Existem medidas transitórias em matéria previdencial para as empresas destinadas a atenuar o impacto da COVID-19?

Foi determinada a possibilidade de diferimento das contribuições para a Segurança Social referentes a novembro e dezembro de 2020 para entidades empregadoras dos setores privado e social que sejam micro, pequenas e médias empresas, bem como para os trabalhadores independentes . As contribuições poderão ser pagas em prestações iguais e sucessivas, sem juros:

  • Nos meses de julho a setembro de 2021;
  • Nos meses de julho a dezembro de 2021.

Para o efeito, as entidades empregadoras e os trabalhadores independentes deveriam ter indicado, em fevereiro de 2021, na Segurança Social, a modalidade de pagamento que pretendem.

Todos os apoios pagos diretamente pela Segurança Social aos trabalhadores, na sequência das medidas excecionais e temporárias que surgiram em virtude da pandemia COVID-19, deverão ser classificados como prestações do sistema de Segurança Social. 
Excetuam-se desta classificação:

  • Apoios excecionais à família atribuídos a trabalhadores independentes;
  • Apoio excecional à família para trabalhadores por conta de outrem

 

Existem medidas transitórias para trabalhadores destinadas a atenuar o impacto da COVID -19?

Foi estabelecida a concessão de um apoio financeiro aos trabalhadores abrangidos exclusivamente pelo regime geral dos trabalhadores independentes, ou que estejam também abrangidos pelo regime de trabalhadores por conta de outrem e não aufiram, neste regime, mais do que 438,81€, desde que:

  • não sejam pensionistas
  • tenham três meses consecutivos ou seis meses interpolados de contribuições há pelo menos doze meses
  • tenham estado em situação comprovada de paragem total da sua atividade como trabalhadores independentes ou da atividade do respetivo setor (mediante compromisso de honra ou declaração de contabilista certificado, quando exista), em consequência do surto de COVID -19, desde que retomem a atividade no prazo de 8 dias após o requerimento; ou
  • estejam em situação de quebra abrupta e acentuada de, pelo menos, 40 % da faturação no período de trinta dias anterior ao do pedido junto dos serviços competentes da segurança social, com referência à média mensal dos dois meses anteriores a esse
  • tenham iniciado a atividade há menos de 12 meses, e registem uma quebra de faturação de 40% face à média desse período, mediante declaração do próprio conjuntamente com certidão de contabilista certificado que o ateste

O valor do apoio financeiro corresponde (i) ao valor da remuneração registada como base de incidência contributiva, com o limite máximo do valor de 438,81€, nas situações em que o valor da remuneração registada como base de incidência é inferior a 658,22€, ou (ii) a 2/3 do valor da remuneração registada como base de incidência contributiva, com o limite máximo de 635€, nas situações em que o valor da remuneração registada é superior ou igual a 658,22€. Contudo nunca poderá ser inferior a 219,41€. Para o cálculo deste apoio, o valor da remuneração corresponde à média da base de incidência contributiva dos últimos 12 meses em que tenha existido registo de remunerações.

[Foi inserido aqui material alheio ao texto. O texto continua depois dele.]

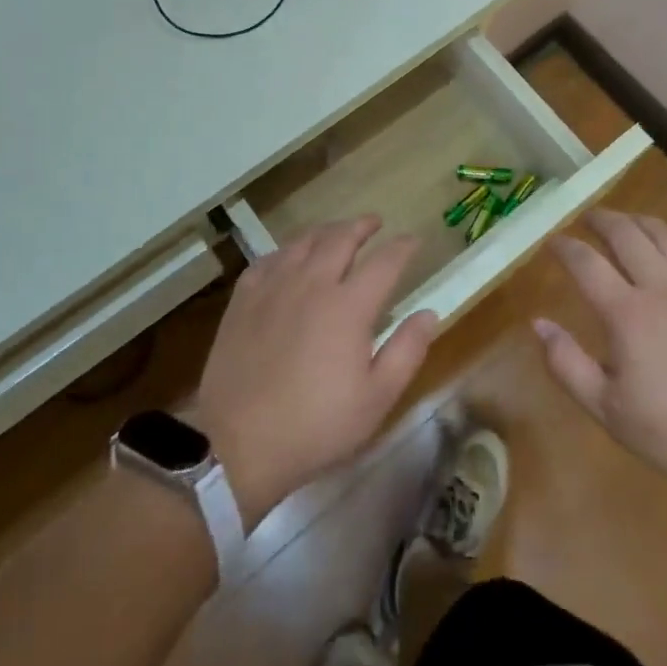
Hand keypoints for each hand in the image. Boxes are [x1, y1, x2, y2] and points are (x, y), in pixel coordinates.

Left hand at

Este apoio financeiro tem a duração de um mês, prorrogável mensalmente, até um máximo de seis meses, sendo, durante esse período, pago através de transferência bancária. Sem prejuízo, a informação que serviu de base ao beneficiário para solicitar o apoio financeiro deve ser conservada durante um período de três anos.

Determinou-se ainda que este apoio pode igualmente ser concedido, a gerentes de sociedades por quotas e membros de órgãos estatutários de fundações, associações ou cooperativas, exclusivamente abrangidos pelo regime geral de segurança social nessa qualidade e desenvolvam essa atividade numa única entidade que tenha tido no ano anterior faturação comunicada através do E-fatura inferior a 80.000€.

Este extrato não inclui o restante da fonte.